_TASK REQUIREMENTS_
Please count how many lines below contain the word "topology" and give nothing but that figure.

*** EXTRACTED RECORDS Section Begins ***

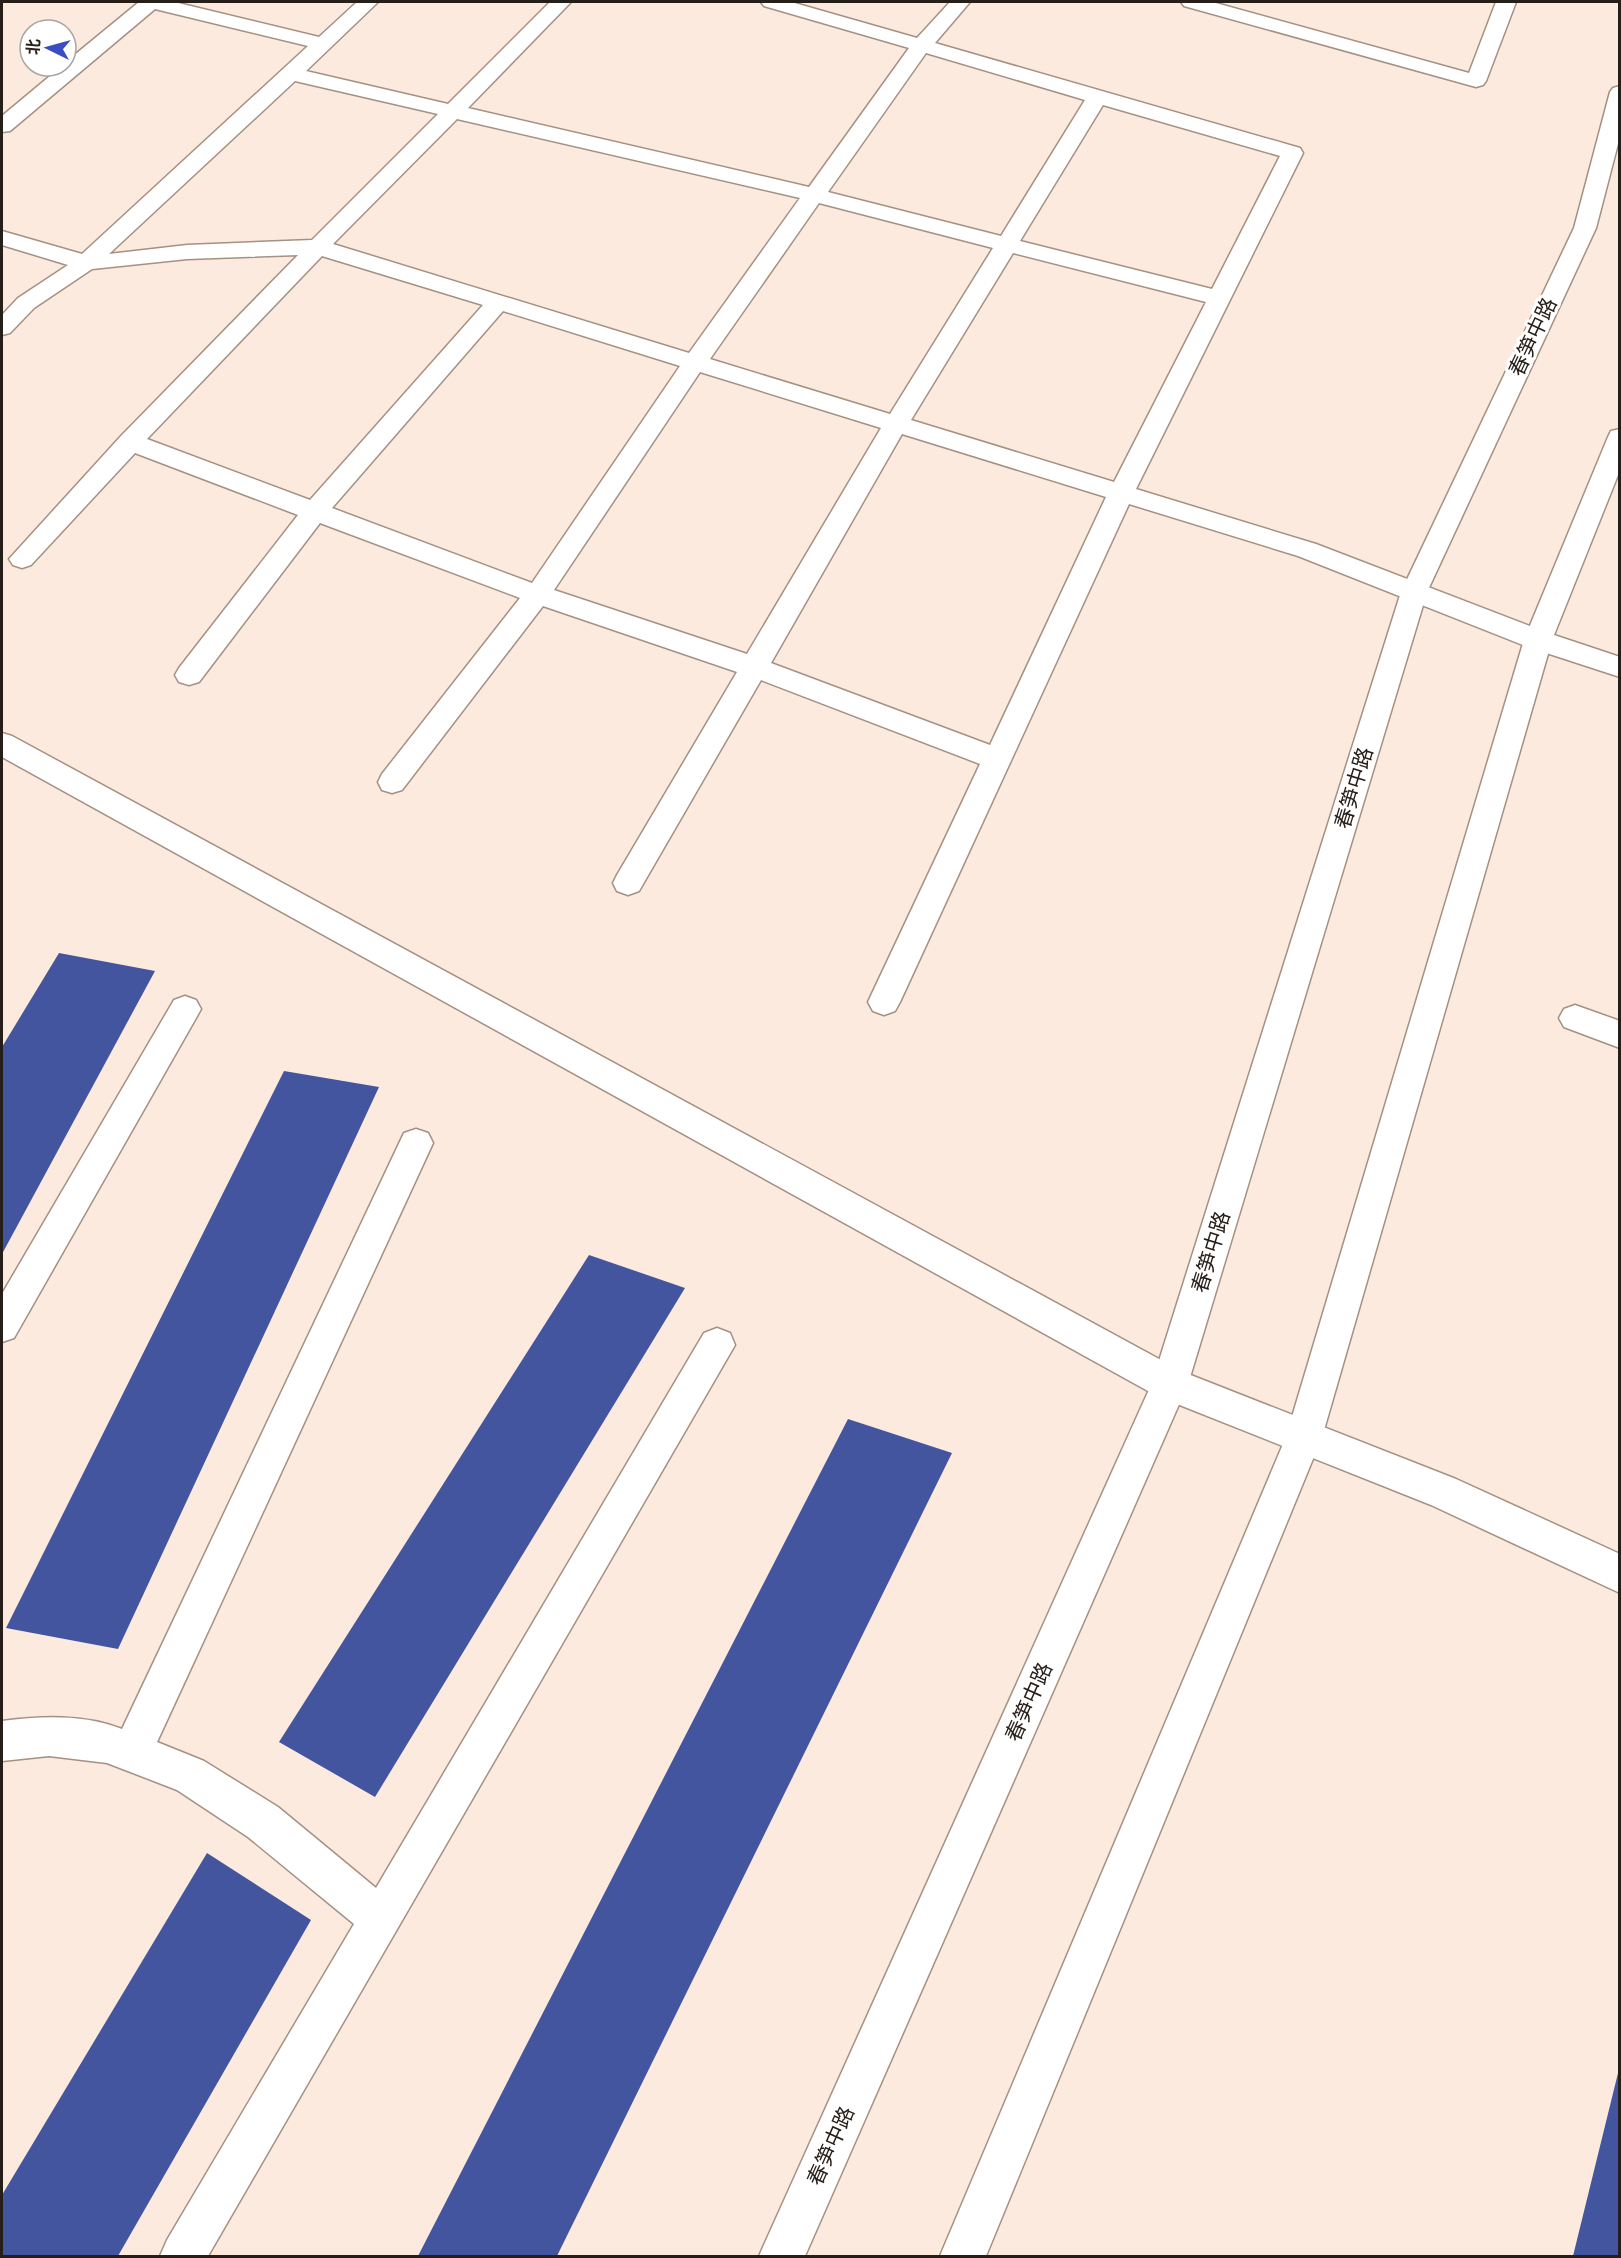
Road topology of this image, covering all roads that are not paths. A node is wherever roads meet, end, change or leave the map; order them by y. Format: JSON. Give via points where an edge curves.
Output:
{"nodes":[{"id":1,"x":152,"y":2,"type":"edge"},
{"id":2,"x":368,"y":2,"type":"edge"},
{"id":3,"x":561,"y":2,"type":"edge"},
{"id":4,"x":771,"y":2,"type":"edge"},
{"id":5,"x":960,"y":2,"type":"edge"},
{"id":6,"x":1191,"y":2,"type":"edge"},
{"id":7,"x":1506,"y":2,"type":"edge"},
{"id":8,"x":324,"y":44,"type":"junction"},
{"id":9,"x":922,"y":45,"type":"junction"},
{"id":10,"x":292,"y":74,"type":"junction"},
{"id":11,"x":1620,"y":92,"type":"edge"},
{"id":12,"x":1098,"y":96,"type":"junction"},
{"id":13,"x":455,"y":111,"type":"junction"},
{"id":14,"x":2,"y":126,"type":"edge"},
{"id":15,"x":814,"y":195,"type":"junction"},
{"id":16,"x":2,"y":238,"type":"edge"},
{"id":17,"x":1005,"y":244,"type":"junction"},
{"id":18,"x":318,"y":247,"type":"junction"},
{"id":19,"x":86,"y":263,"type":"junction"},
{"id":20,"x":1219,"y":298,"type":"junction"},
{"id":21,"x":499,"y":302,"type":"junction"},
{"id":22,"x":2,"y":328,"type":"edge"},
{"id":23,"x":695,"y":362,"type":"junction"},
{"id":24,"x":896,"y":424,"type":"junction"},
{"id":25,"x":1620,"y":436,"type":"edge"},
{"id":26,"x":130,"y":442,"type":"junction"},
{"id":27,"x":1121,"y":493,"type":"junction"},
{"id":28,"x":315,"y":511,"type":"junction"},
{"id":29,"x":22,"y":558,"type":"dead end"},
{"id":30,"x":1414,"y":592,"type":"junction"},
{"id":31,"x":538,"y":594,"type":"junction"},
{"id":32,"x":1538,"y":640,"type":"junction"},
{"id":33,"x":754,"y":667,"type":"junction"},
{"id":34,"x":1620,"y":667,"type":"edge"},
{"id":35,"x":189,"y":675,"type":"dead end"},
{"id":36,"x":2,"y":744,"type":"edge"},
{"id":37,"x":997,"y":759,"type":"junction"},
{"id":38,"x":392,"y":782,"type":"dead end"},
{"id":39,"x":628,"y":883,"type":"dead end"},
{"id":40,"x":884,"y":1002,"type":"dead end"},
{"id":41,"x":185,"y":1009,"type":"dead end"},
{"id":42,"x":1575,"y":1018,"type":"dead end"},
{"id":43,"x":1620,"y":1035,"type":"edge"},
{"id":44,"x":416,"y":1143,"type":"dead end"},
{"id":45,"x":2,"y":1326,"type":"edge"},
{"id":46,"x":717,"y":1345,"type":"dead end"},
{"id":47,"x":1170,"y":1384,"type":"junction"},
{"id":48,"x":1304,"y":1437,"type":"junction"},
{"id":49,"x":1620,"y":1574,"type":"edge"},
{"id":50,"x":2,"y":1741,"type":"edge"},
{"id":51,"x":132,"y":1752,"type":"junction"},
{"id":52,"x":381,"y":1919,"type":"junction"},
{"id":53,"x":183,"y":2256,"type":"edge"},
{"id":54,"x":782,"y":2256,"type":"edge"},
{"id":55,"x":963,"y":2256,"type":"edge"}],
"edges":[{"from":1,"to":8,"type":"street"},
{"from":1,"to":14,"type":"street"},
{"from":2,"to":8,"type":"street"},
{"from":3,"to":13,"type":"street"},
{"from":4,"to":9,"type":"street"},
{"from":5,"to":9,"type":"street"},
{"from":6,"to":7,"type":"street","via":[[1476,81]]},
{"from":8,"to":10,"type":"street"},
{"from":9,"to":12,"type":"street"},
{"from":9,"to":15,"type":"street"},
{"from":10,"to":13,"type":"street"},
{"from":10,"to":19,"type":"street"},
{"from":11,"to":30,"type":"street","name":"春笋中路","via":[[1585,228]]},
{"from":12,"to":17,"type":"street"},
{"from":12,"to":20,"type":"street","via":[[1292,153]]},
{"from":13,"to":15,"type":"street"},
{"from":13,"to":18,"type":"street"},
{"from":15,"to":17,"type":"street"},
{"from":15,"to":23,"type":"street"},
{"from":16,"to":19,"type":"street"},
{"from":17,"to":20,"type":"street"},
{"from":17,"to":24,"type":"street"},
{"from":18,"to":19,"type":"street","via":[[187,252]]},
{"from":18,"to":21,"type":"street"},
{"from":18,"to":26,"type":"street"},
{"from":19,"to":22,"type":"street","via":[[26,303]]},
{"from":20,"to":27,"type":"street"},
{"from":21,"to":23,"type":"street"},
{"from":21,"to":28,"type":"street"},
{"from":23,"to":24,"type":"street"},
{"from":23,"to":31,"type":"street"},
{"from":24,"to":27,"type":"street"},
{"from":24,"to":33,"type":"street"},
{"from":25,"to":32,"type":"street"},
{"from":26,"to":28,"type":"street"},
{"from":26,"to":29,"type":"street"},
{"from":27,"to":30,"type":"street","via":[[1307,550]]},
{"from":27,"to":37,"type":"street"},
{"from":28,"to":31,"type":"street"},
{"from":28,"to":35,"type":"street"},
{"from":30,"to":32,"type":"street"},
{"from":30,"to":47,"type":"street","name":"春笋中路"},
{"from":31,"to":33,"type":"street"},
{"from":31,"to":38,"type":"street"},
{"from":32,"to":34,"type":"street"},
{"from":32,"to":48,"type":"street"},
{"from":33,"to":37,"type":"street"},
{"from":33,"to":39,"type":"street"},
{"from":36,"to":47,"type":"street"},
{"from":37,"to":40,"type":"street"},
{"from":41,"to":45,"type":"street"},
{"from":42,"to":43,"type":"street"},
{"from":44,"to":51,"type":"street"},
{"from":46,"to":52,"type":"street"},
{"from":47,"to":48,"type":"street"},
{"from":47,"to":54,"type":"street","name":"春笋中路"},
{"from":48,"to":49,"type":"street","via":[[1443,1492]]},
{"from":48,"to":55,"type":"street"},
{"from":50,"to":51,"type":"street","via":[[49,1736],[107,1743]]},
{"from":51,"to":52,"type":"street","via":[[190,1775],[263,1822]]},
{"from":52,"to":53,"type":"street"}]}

*** EXTRACTED RECORDS Section Ends ***
*** EXTRACTED RECORDS Section Begins ***

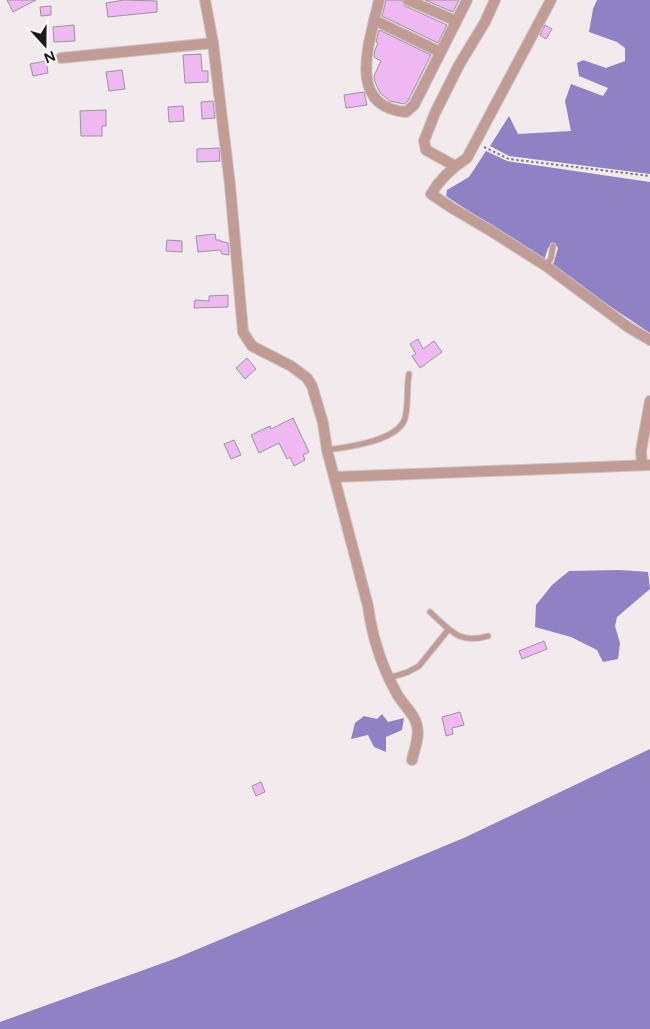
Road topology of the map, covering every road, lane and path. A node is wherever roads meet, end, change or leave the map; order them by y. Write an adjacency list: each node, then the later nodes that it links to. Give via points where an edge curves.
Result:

*** EXTRACTED RECORDS Section Ends ***

_ANSWER SPACE_
2